The ex-adviser’s evidence session follows a week of claims and counter-briefing over what really went on in Number 10 as Covid-19 hit the UK in early 2020.
Cummings has spent much of a 65-tweet thread in recent days attacking the PM, health secretary Matt Hancock and other senior advisers for pursuing a strategy of “herd immunity” against the virus, only to change tack to try and suppress its spread through lockdowns, a decision that was taken too late.
His most recent post, sent an hour before he was due to appear at the joint inquiry by the Health and Science Select Committees, appears to show a whiteboard inside Johnson’s Downing Street study with the competing plans to deal with the pandemic, to which he promises “details later”.
But Cummings has been criticised for claiming Hancock and others “lied” to the media about pursuing and then abandoning herd immunity, as it was reported this morning he sent messages to ministers telling them to deny this was the government’s strategy.
It had been reported over the weekend he would use today’s mammoth four-hour hearing to accuse the PM of missing key emergency Cobra meetings at the start of the crisis to try and finish a long-overdue book about Shakespeare.
Overnight it was reported Cummings will claim Johnson called Covid-19 "kung flu" in private, and considered being injected with coronavirus live on television to show it was nothing to be scared of.
This morning cabinet minister Grant Shapps denied Johnson ever used that term, telling LBC: "Never, no.”
The transport secretary said he had never heard the PM say he wanted to be publicly infected with the virus, and sought to discredit Cummings' account. "It's a bit of a circus from someone who was there at the time and had the facility and the ability to influence a lot of these decisions, of course," he added.
Shapps, who had defended the ex-advisor after his controversial lockdown-busting trip to Country Durham last year, admitted the incident had undermined trust in the government's public health message.
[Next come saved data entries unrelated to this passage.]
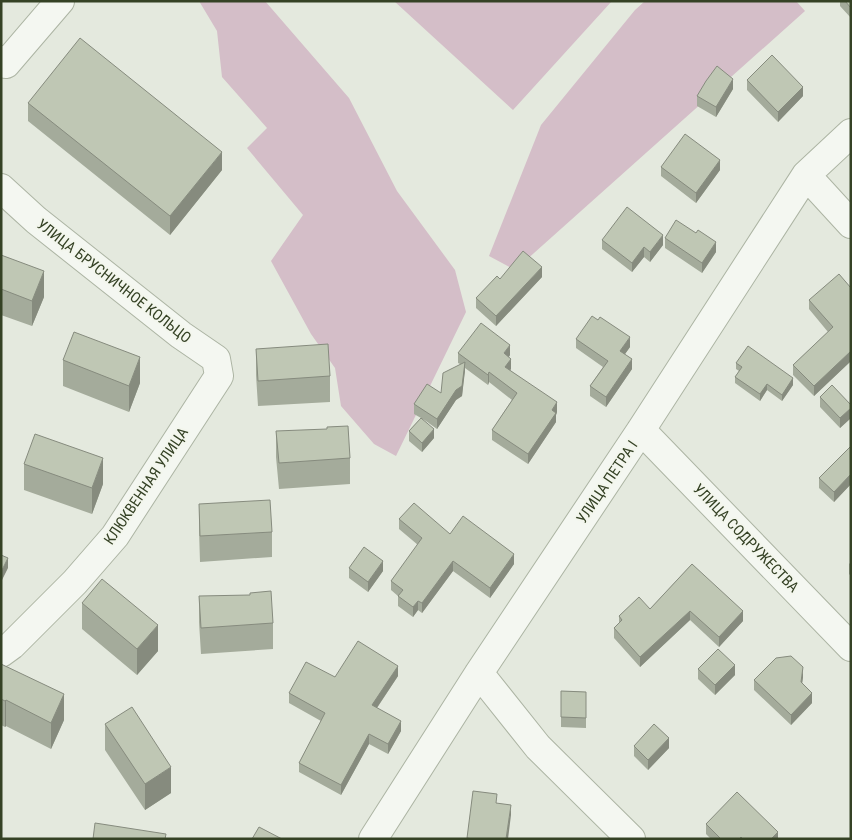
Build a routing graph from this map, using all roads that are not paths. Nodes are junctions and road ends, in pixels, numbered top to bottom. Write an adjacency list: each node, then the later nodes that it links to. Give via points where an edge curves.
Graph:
1 (60, 1): 2 (street, via 6,64)
2 (1, 60)
3 (851, 133): 4 (street, УЛИЦА ПЕТРА I)
4 (806, 175): 6 (street); 8 (street, УЛИЦА ПЕТРА I)
5 (1, 188): 7 (street, УЛИЦА БРУСНИЧНОЕ КОЛЬЦО, via 36,220 216,359)
6 (851, 224)
7 (219, 376): 10 (street, КЛЮКВЕННАЯ УЛИЦА, via 115,536 75,582)
8 (642, 430): 9 (street, УЛИЦА СОДРУЖЕСТВА); 11 (street, УЛИЦА ПЕТРА I)
9 (851, 647)
10 (1, 653)
11 (479, 673): 12 (street, УЛИЦА ПЕТРА I); 13 (street, via 538,748)
12 (373, 839)
13 (631, 839)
"I thought he was right at the time to stand by his family, to go into effective quarantine, and that's what he did," he told the BBC."I accept it was a moment which actually in the public's mind undermined the wider messages and I accept that.
"I thought he was doing what he thought was right by his family at the time."
Asked if Cummings is a liar, the minister replied: "I will leave it to others to judge how reliable a witness that former adviser happens to be.
"What I can tell you is what's happened: for example, previously it was said that the Prime Minister had made comments about not going into another lockdown.
"Not only did we go into a second lockdown in November, we went into a third lockdown in January – indeed we are still coming out of that third lockdown – and that will have saved many lives and given us the chance to get the vaccination into people's arms in the meantime."